START RECORDS TO USE

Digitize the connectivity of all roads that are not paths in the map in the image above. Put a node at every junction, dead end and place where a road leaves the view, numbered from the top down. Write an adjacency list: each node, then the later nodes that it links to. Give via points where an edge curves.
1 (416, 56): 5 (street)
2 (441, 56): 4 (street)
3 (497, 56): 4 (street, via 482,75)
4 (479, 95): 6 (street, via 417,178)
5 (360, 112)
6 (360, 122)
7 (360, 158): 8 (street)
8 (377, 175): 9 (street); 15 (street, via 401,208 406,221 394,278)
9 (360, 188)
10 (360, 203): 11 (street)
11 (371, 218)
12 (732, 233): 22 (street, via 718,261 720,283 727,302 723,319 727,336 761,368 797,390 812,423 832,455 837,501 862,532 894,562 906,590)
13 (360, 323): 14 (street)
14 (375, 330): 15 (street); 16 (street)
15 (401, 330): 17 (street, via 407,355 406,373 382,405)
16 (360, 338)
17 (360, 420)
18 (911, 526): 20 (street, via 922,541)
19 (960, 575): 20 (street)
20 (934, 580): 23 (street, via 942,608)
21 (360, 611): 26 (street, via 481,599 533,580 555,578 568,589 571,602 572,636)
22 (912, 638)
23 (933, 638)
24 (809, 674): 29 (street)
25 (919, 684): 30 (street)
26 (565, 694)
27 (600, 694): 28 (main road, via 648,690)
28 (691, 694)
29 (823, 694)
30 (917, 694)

END RECORDS TO USE

Please copy each entry. Leave nothing out.

THE COMPLETED TASK:
Digitize the connectivity of all roads that are not paths in the map in the image above. Put a node at every junction, dead end and place where a road leaves the view, numbered from the top down. Write an adjacency list: each node, then the later nodes that it links to. Give via points where an edge curves.
1 (416, 56): 5 (street)
2 (441, 56): 4 (street)
3 (497, 56): 4 (street, via 482,75)
4 (479, 95): 6 (street, via 417,178)
5 (360, 112)
6 (360, 122)
7 (360, 158): 8 (street)
8 (377, 175): 9 (street); 15 (street, via 401,208 406,221 394,278)
9 (360, 188)
10 (360, 203): 11 (street)
11 (371, 218)
12 (732, 233): 22 (street, via 718,261 720,283 727,302 723,319 727,336 761,368 797,390 812,423 832,455 837,501 862,532 894,562 906,590)
13 (360, 323): 14 (street)
14 (375, 330): 15 (street); 16 (street)
15 (401, 330): 17 (street, via 407,355 406,373 382,405)
16 (360, 338)
17 (360, 420)
18 (911, 526): 20 (street, via 922,541)
19 (960, 575): 20 (street)
20 (934, 580): 23 (street, via 942,608)
21 (360, 611): 26 (street, via 481,599 533,580 555,578 568,589 571,602 572,636)
22 (912, 638)
23 (933, 638)
24 (809, 674): 29 (street)
25 (919, 684): 30 (street)
26 (565, 694)
27 (600, 694): 28 (main road, via 648,690)
28 (691, 694)
29 (823, 694)
30 (917, 694)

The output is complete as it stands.